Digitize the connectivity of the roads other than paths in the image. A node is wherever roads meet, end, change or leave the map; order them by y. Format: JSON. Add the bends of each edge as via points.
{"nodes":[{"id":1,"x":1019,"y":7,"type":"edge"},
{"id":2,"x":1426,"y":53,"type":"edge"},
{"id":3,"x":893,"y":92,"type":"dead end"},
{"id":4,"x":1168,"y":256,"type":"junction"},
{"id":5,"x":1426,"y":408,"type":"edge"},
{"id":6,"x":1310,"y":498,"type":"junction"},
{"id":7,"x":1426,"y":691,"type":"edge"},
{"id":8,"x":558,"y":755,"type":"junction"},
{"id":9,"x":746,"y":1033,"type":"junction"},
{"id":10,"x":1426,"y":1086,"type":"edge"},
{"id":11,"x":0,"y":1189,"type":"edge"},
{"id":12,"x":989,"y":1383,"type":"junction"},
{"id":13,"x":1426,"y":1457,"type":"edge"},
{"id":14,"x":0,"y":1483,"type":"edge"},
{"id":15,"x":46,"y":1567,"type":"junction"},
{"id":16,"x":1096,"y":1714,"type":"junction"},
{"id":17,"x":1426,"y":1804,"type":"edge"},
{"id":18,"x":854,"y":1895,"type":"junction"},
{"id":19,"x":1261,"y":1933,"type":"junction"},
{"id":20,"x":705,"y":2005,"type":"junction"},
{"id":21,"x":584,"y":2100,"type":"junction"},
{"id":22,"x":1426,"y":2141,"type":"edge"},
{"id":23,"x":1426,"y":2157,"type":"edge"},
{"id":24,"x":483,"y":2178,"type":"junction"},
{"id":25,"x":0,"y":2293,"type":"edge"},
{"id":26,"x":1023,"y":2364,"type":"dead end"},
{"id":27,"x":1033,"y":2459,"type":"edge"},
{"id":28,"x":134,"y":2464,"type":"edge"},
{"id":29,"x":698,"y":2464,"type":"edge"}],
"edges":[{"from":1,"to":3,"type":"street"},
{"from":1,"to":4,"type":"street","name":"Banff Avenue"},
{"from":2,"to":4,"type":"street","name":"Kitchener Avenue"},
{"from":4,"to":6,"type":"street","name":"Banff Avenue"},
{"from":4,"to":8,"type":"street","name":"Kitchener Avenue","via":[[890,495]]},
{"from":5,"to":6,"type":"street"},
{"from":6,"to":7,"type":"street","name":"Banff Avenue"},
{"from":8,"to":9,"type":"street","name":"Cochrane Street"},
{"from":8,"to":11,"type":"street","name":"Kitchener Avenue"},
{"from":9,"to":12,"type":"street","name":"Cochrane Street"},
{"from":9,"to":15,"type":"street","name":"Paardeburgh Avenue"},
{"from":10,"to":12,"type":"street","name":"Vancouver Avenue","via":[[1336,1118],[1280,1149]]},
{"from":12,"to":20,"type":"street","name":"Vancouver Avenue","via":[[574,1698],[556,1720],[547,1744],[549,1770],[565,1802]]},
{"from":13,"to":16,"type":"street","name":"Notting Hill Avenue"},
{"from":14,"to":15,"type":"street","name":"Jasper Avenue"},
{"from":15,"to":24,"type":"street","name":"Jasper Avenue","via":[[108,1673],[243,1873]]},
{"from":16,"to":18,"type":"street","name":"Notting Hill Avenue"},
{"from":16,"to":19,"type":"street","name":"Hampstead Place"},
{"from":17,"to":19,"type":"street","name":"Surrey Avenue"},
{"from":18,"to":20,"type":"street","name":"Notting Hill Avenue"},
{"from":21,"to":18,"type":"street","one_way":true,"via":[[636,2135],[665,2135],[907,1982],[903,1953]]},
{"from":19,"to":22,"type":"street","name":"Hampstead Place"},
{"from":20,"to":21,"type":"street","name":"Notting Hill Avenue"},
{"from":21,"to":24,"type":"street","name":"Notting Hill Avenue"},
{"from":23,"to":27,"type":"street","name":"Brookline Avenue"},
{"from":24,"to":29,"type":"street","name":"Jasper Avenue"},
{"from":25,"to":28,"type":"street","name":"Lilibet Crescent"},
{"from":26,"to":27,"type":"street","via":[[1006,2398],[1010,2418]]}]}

_ _ _ _ _ _ _

(Work to complete): Copy each record above so that no word or mark differs.

(Answer box):
Digitize the connectivity of the roads other than paths in the image. A node is wherever roads meet, end, change or leave the map; order them by y. Format: JSON. Add the bends of each edge as via points.
{"nodes":[{"id":1,"x":1019,"y":7,"type":"edge"},
{"id":2,"x":1426,"y":53,"type":"edge"},
{"id":3,"x":893,"y":92,"type":"dead end"},
{"id":4,"x":1168,"y":256,"type":"junction"},
{"id":5,"x":1426,"y":408,"type":"edge"},
{"id":6,"x":1310,"y":498,"type":"junction"},
{"id":7,"x":1426,"y":691,"type":"edge"},
{"id":8,"x":558,"y":755,"type":"junction"},
{"id":9,"x":746,"y":1033,"type":"junction"},
{"id":10,"x":1426,"y":1086,"type":"edge"},
{"id":11,"x":0,"y":1189,"type":"edge"},
{"id":12,"x":989,"y":1383,"type":"junction"},
{"id":13,"x":1426,"y":1457,"type":"edge"},
{"id":14,"x":0,"y":1483,"type":"edge"},
{"id":15,"x":46,"y":1567,"type":"junction"},
{"id":16,"x":1096,"y":1714,"type":"junction"},
{"id":17,"x":1426,"y":1804,"type":"edge"},
{"id":18,"x":854,"y":1895,"type":"junction"},
{"id":19,"x":1261,"y":1933,"type":"junction"},
{"id":20,"x":705,"y":2005,"type":"junction"},
{"id":21,"x":584,"y":2100,"type":"junction"},
{"id":22,"x":1426,"y":2141,"type":"edge"},
{"id":23,"x":1426,"y":2157,"type":"edge"},
{"id":24,"x":483,"y":2178,"type":"junction"},
{"id":25,"x":0,"y":2293,"type":"edge"},
{"id":26,"x":1023,"y":2364,"type":"dead end"},
{"id":27,"x":1033,"y":2459,"type":"edge"},
{"id":28,"x":134,"y":2464,"type":"edge"},
{"id":29,"x":698,"y":2464,"type":"edge"}],
"edges":[{"from":1,"to":3,"type":"street"},
{"from":1,"to":4,"type":"street","name":"Banff Avenue"},
{"from":2,"to":4,"type":"street","name":"Kitchener Avenue"},
{"from":4,"to":6,"type":"street","name":"Banff Avenue"},
{"from":4,"to":8,"type":"street","name":"Kitchener Avenue","via":[[890,495]]},
{"from":5,"to":6,"type":"street"},
{"from":6,"to":7,"type":"street","name":"Banff Avenue"},
{"from":8,"to":9,"type":"street","name":"Cochrane Street"},
{"from":8,"to":11,"type":"street","name":"Kitchener Avenue"},
{"from":9,"to":12,"type":"street","name":"Cochrane Street"},
{"from":9,"to":15,"type":"street","name":"Paardeburgh Avenue"},
{"from":10,"to":12,"type":"street","name":"Vancouver Avenue","via":[[1336,1118],[1280,1149]]},
{"from":12,"to":20,"type":"street","name":"Vancouver Avenue","via":[[574,1698],[556,1720],[547,1744],[549,1770],[565,1802]]},
{"from":13,"to":16,"type":"street","name":"Notting Hill Avenue"},
{"from":14,"to":15,"type":"street","name":"Jasper Avenue"},
{"from":15,"to":24,"type":"street","name":"Jasper Avenue","via":[[108,1673],[243,1873]]},
{"from":16,"to":18,"type":"street","name":"Notting Hill Avenue"},
{"from":16,"to":19,"type":"street","name":"Hampstead Place"},
{"from":17,"to":19,"type":"street","name":"Surrey Avenue"},
{"from":18,"to":20,"type":"street","name":"Notting Hill Avenue"},
{"from":21,"to":18,"type":"street","one_way":true,"via":[[636,2135],[665,2135],[907,1982],[903,1953]]},
{"from":19,"to":22,"type":"street","name":"Hampstead Place"},
{"from":20,"to":21,"type":"street","name":"Notting Hill Avenue"},
{"from":21,"to":24,"type":"street","name":"Notting Hill Avenue"},
{"from":23,"to":27,"type":"street","name":"Brookline Avenue"},
{"from":24,"to":29,"type":"street","name":"Jasper Avenue"},
{"from":25,"to":28,"type":"street","name":"Lilibet Crescent"},
{"from":26,"to":27,"type":"street","via":[[1006,2398],[1010,2418]]}]}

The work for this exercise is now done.